As a variationist sociolinguist, my research focuses on the way language varies and changes in communities of speakers and concentrates in particular on the interaction of social factors (such as a speaker’s gender, ethnicity, age, degree of integration into their community, etc) and linguistic structures (such as sounds, grammatical forms, intonation features, words, etc). As such, when trying to visually represent and statistically model the effects of various variables, many a variationist has simply defaulted to a statistician, throwing in the towel and hanging our head in shame.

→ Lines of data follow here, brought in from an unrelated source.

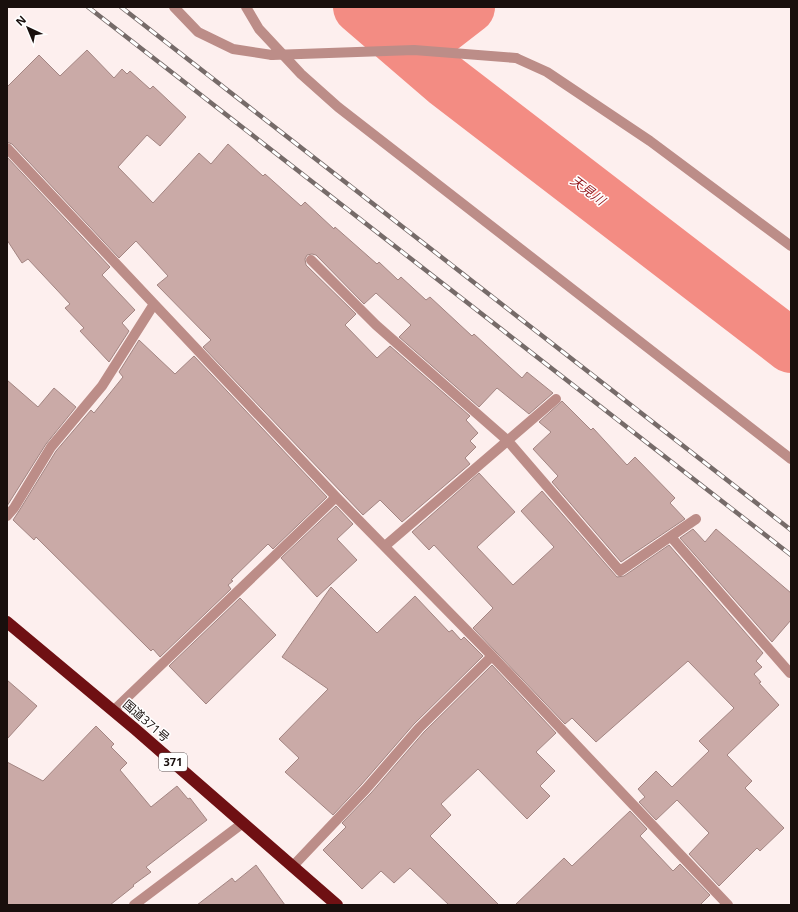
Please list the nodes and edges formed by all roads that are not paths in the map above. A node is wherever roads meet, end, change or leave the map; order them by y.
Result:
1 (174, 7) edge
2 (246, 7) edge
3 (7, 148) edge
4 (791, 246) edge
5 (311, 260) dead end
6 (154, 304) junction
7 (556, 399) dead end
8 (508, 441) junction
9 (791, 459) edge
10 (336, 497) junction
11 (7, 516) edge
12 (696, 519) dead end
13 (671, 537) junction
14 (385, 546) junction
15 (7, 622) edge
16 (492, 656) junction
17 (790, 673) dead end
18 (113, 711) junction
19 (243, 823) junction
20 (293, 866) junction
21 (134, 905) edge
22 (337, 905) edge
23 (728, 905) edge

1 - 4 street, bridge
2 - 9 street
3 - 6 street
5 - 8 street
6 - 10 street
6 - 11 street
7 - 8 street
8 - 13 street
8 - 14 street
10 - 14 street
10 - 18 street
12 - 13 street
13 - 17 street
14 - 16 street
15 - 18 highway, 国道371号 / 371
16 - 20 street
16 - 23 street
18 - 19 highway, 国道371号 / 371
19 - 20 highway, 国道371号 / 371
19 - 21 street
20 - 22 highway, 国道371号 / 371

Thankfully, I think my field has found a savior and is finally able to walk out of the dark ages. I attended a workshop at the latest conference I attended (NWAV 45) and learned how to model variation through the use of an interactive application built as a Shiny app with various statistical and graphical R packages (a programming language I am already quite familiar with). The Language Variation Suite “allows one to handle imbalanced data, measure individual and group variation and rank variables according to their significance”. The best thing about this suite is that it is easy to use and requiring minimal programming skills. Much of the interface requires only a drag/drop process.
I am in the process of writing my second qualifying paper for my degree and have low-key been procrastinating because I have had no idea how to deal with the interaction of all the variables I care about. This suite has come at the perfect time in my academic career and I can’t wait to try it out!